Another positive aspect of taking one topic and applying as many assignments to it as possible is that you can often let kids work on their own. Whether you choose a certain country, a classic novel, or a time period in history, as an across the curriculum, you can be certain your home schooled children are getting a thorough education.
For example, let’s say that I chose Ancient Egypt to use as this week’s subject. I’d set aside a weekend developing the assignments and gathering any books and supplies we may need. I would then make certain to fit Ancient Egypt into as many school subjects as possible. This is a rough outline of how I would do this:
*History – Spend A Day In Ancient Egypt
*Science – Mummies – A National Geographic Reader
*Anthropology – Discuss ancient burial routines compared with present day burials.
*Art – Hieroglyphics (Use plaster of Paris to make a rough slab then have kids “paint” with cold coffee to make the plaster look aged. Have children paint on hieroglyphics that spell out their name—or close to it.)

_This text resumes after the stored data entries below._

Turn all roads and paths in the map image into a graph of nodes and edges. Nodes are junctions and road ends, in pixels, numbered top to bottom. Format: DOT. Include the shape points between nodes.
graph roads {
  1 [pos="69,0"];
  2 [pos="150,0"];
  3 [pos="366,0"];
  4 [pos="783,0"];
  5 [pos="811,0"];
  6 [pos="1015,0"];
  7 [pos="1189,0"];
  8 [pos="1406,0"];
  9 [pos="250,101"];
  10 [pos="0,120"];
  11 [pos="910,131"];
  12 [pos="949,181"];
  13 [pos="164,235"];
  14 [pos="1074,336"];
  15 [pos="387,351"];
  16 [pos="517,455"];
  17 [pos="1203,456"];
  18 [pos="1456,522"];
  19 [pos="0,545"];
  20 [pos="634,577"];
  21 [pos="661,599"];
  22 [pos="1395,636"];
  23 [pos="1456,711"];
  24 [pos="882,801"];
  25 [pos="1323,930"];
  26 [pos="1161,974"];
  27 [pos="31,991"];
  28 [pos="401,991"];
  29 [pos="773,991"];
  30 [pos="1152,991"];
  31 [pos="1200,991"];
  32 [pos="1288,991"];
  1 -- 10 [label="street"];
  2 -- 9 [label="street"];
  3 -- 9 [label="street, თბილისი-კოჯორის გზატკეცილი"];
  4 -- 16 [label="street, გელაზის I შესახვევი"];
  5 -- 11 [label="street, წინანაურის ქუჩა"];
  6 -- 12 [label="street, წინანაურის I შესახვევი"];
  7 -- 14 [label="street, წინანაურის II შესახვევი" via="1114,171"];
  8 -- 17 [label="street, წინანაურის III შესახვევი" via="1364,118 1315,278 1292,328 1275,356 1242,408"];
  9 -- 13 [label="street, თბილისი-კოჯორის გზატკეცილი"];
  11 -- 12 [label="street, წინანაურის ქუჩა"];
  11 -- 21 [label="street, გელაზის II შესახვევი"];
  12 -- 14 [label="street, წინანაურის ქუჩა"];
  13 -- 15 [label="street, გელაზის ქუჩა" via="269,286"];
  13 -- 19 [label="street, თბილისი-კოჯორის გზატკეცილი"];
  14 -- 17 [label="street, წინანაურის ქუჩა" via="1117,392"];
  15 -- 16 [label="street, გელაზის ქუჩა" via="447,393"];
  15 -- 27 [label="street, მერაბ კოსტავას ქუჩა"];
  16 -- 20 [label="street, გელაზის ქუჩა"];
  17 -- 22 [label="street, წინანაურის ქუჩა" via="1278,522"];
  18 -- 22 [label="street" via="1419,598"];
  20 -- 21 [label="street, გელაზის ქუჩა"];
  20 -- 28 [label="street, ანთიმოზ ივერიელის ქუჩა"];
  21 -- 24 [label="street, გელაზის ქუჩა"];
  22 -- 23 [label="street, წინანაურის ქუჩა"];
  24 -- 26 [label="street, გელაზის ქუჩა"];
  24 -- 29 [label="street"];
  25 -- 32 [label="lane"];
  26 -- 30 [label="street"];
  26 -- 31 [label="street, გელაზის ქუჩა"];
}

*Reading – Gods and Pharaohs from Egyptian Mythology
*Writing – Have children write what they’ve learned. They can either write their own creative writing story of what it would be like to live in Ancient Egypt, or they can copy passages from their reading book. This last method is often used with the Charlotte Mason program.
*Math – Either show the children the Ancient Egyptians’ counting method or simply use a math workbook. I’ll admit, I used math workbooks for the most part since it’s a subject that just about gives me hives.
As you can see, by taking one interesting subject you can offer your children an education that goes beyond just a simple history lesson.